The area is still known as Croydon Airport for transport purposes and was the location for Croydon Water Palace.

When two local schools, Waddon Infants School and Duppas Junior School, merged in September 2010, they were renamed The Aerodrome School, in recognition of the airport's historical significance.
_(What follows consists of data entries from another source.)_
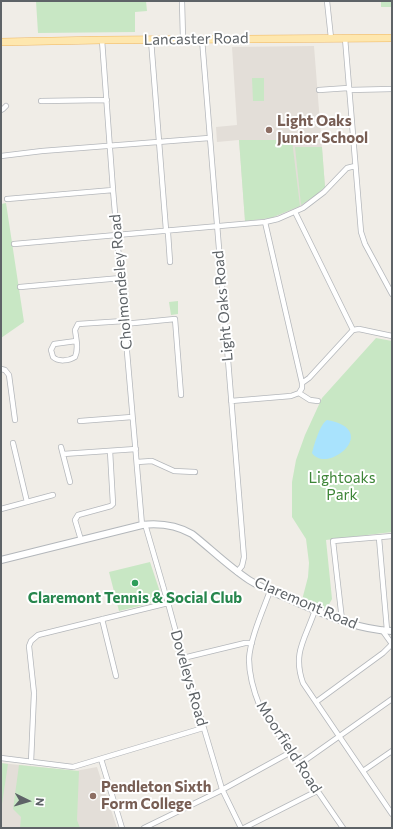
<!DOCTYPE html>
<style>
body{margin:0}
#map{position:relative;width:393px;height:829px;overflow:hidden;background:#f0ede7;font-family:Commissioner,sans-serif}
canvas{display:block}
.frame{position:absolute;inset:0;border:2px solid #5e6367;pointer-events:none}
.north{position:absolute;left:8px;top:781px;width:40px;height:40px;-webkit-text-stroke:3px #fff;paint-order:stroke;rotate:95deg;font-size:11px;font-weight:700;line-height:16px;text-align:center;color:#5e6367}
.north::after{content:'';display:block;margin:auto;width:14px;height:18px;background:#5e6367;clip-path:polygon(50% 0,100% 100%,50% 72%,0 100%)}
</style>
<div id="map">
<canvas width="393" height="829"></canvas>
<div class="frame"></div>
<div class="north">N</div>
</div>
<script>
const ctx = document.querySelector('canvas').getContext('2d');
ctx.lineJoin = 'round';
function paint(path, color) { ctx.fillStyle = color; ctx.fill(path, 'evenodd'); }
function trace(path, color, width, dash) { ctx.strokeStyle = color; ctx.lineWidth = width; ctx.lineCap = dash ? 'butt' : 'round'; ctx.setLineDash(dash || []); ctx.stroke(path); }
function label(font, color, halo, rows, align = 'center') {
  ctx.font = font + ' Commissioner,sans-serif'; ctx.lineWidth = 4; ctx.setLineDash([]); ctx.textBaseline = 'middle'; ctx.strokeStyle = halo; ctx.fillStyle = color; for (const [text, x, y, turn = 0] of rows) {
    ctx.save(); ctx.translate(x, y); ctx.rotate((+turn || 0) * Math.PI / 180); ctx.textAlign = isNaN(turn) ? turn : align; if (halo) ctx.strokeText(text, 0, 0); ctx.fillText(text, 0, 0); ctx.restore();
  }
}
paint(new Path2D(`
 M 314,46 L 325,187 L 307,202 L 299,207 L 271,218 L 245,221 L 239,140 L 217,142 L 216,127 L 237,125 L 232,47 Z
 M 1,763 L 75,771 L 97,767 L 117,828 L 1,828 Z`), '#e3ded8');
paint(new Path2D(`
 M 36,1 L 146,1 L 147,11 L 135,12 L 135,32 L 38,33 Z
 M 381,1 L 392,1 L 392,7 L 381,7 Z
 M 252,78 L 264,78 L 264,101 L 253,101 Z
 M 239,140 L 292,140 L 300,206 L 271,218 L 245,221 Z
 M 295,147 L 322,147 L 325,187 L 316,195 L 301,205 Z
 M 6,203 L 24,322 L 1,338 L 1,204 Z
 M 178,301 L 178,314 L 171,315 L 169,302 Z
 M 376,338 L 392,341 L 392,532 L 326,540 L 332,599 L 326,610 L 302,600 L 308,577 L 309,563 L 306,539 L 292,517 L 292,482 L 296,460 L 305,435 L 322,398 Z
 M 150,562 L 161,595 L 160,599 L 156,602 L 119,611 L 109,572 Z
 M 1,763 L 8,764 L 2,804 L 1,804 Z
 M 19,765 L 79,771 L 77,820 L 80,828 L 20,828 L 21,817 L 13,809 Z`), '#c8e7c4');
paint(new Path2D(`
 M 327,420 C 382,430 327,475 312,453 C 314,445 320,424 327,420 Z`), '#a9e3fd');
const street = new Path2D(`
 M 182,1 L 183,39
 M 327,1 L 331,38
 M 345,38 L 361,232 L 365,244 L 392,294
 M 202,39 L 244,557 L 242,566 L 237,572
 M 102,40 L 113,190 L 142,525
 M 151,40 L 166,230 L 168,233 L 170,262
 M 319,90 L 348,88
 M 349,90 L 392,89
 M 41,101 L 107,100
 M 1,110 L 3,109 L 6,106
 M 1,156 L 42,151 L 209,138
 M 7,199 L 113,190
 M 295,212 L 353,330
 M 265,222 L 302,383 L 302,388 L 299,393
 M 14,244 L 265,222 L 278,219 L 303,208 L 324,192 L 347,168 L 355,166
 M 20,287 L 121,278
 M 124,324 L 175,319 L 181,395
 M 76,341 L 54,344 L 51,350 L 53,357 C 58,362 69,361 75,357 C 79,349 76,338 75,330 L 78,324 L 124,321
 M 1,369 L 5,370 L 9,375 L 15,420
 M 302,383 L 309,378 L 353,330 L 359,329 L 392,336
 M 231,401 L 291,396 L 299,393 L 310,400 L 318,401
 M 80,421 L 132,417
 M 13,443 L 27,502
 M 61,447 L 70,482
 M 63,454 L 136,449
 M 137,462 L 152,461 L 174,471 L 195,472
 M 1,509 L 53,495
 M 145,524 L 168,603 L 183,658 L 222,789 L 241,828
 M 379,538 L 387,630
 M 81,540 L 75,520 L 78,515 L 111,506 L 113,504 L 110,451
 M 270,591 C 263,610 250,639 249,659 C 249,675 254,692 260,707 L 343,828
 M 315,610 C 306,638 292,652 303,683 L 392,814
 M 102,619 L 116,676
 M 342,620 L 333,541 L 392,536
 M 382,630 L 392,644
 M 183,658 L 245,643 L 252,643
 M 316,702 L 383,653 L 392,644
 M 1,758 L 73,767 L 203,728
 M 101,759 L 122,828
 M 31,762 L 34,693 L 29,646 L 31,641 L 38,635 L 168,603
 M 300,764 L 392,699
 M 363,771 L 392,751
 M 144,828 L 220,791 L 291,752
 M 244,828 L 317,791`);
const secondary = new Path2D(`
 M 1,560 L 142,525 C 159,523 176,525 192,534 C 211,549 228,566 249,580 C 263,589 280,595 296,602 C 326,615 358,630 392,631`);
const primary = new Path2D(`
 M 1,42 L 102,40 L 392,38`);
trace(street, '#b4b7bb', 6);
trace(secondary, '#b3b7bb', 8);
trace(primary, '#efb660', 8);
trace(street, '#fff', 4.5);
trace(secondary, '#fff', 6);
trace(primary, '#fee7ae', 7);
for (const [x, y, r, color] of [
 [269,130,4,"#8d6e63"],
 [135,583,4,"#2e9e5b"],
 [93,796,4,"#8d6e63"]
]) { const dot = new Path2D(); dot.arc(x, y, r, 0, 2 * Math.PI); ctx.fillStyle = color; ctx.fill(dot); trace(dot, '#fff', 1.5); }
label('15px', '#5e6367', '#fff', [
 ["Lancaster Road",196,39,-1],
 ["Cholmondeley Road",121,282,-95],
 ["Light Oaks Road",223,306,-95],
 ["Claremont Road",306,603,23],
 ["Doveleys Road",189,678,74],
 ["Moorfield Road",289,747,57]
]);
label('bold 15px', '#785e54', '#fff', [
 ["Light Oaks",277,121],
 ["Junior School",277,138],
 ["Pendleton Sixth",101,787],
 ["Form College",101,804]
], 'left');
label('15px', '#3d8537', '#fff', [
 ["Lightoaks",342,478],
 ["Park",342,495]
]);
label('bold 15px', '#27864d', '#fff', [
 ["Claremont Tennis & Social Club",135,598]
]);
</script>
==Events and celebrities==

| Date/year | Aviator | Comments |
|---|---|---|
| 1919 | Winston Churchill | Took extensive flying lessons at Croydon and was nearly killed during a crash at take-off |
| 1925 | Alan Cobham | Flew from Croydon to Cape Town and back in 1925-6 |
| 1927 | Charles Lindbergh | Flew into Croydon shortly after completing the first solo trans-Atlantic flight |
| 1928 | Mary Bailey | Flew solo from Croydon to Cape Town |
| 1928 | Mary, Lady Heath | The first pilot to fly a small open-cockpit aircraft from Cape Town to London, 18 May |
| 1928 | Bert Hinkler | Made the first flight from Croydon to Darwin, Australia |
| 1928 | Charles Kingsford Smith | Beat Hinkler's record |
| 1929 |  | Armstrong Whitworth Argosy flew from Croydon to Paris, Douglas Fairbanks and Mary Pickford met Edwina Mountbatten, Countess Mountbatten of Burma |
| 1930 | Aspy Engineer and R. N. Chawla | First Indians to fly from Karachi to Croydon and shortly after, Engineer flew from Croydon to Karachi solo and within the specified one month time frame to win the Aga Khan competition |
| 1930 | Man Mohan Singh | The first Indian to fly Croydon to Karachi as a contestant in the Aga Khan competition |
| 1930 | Amy Johnson | The first woman to fly from Croydon to Australia, leaving 5 May with a few people to see her off; welcomed back by a jubilant crowd of thousands |
| 1934 | Tom Campbell Black | With C. W. A. Scott won the MacRobertson London to Melbourne Air Race |
| 1936 | Juan de la Cierva | The Spanish inventor of the autogyro died in an aviation accident, 9 December |

==Accidents and incidents==
- On 15 March 1923, Farman F.60 Goliath F-AEIE of Compagnie des Messageries Aériennes overran the runway on landing and collided with a building. The aircraft was later repaired and returned to service.
- On 22 January 1924, Goliath F-GEAO of Air Union was destroyed by fire following an accident when landing.
- On 24 December 1924 (1924 Imperial Airways de Havilland DH.34 crash), Imperial Airways de Havilland DH.34 G-EBBX crashed and caught fire shortly after takeoff from Croydon, killing the pilot and all seven passengers.
- On 6 November 1929, the Deutsche Luft Hansa Junkers G 24bi Oberschlesien (registration D-903) crashed after striking trees on a hill in Marden Park, Surrey, while attempting to return to Croydon in thick fog after taking off for a flight to Amsterdam in the Netherlands. Three of the four crew members and four of the five passengers died.
- On 19 May 1934, a Wibault 280 of Air France crash-landed on a cricket pitch adjacent to Croydon Airport as a result of running out of fuel. Only one of the ten people on board was injured.
- On 31 May 1934 an Air France aircraft carrying newspapers to Paris crashed after hitting the mast of an aircraft radio navigation beacon that had been erected off the end of the white-line takeoff path, killing the two crew.
- On 6 March 1935, in the Croydon Airport robbery, £21,000 worth of gold bullion was stolen. Three men were charged, only one was sentenced. The gold was never found.
- On 9 December 1936 (1936 KLM Croydon accident), a KLM Douglas DC-2 crashed on takeoff at Croydon Airport on a flight to Amsterdam. The accident killed 15 out of 17 on the DC-2, including Juan de la Cierva and Arvid Lindman.
- On 25 January 1947 (1947 Croydon Dakota accident), a Spencer Airways Douglas Dakota failed to get airborne on a flight to Rhodesia. The aircraft struck another parked and empty aircraft, killing 11 passengers and the pilot.

==Literary references==
Croydon Airport features heavily in two detective novels, Freeman Wills Crofts' The 12.30 from Croydon (1934) and Agatha Christie's Death in the Clouds (1935). It is also mentioned in Evelyn Waugh's Labels: A Mediterranean Journey (1930), Elizabeth Bowen's To the North (1932) and Winston Churchill's Thoughts and Adventures (1932).

W. H. Auden, in his Letter to Lord Byron (1937), lists "Croydon Aerodrome" as one of the locations visited by a modern-day Don Juan.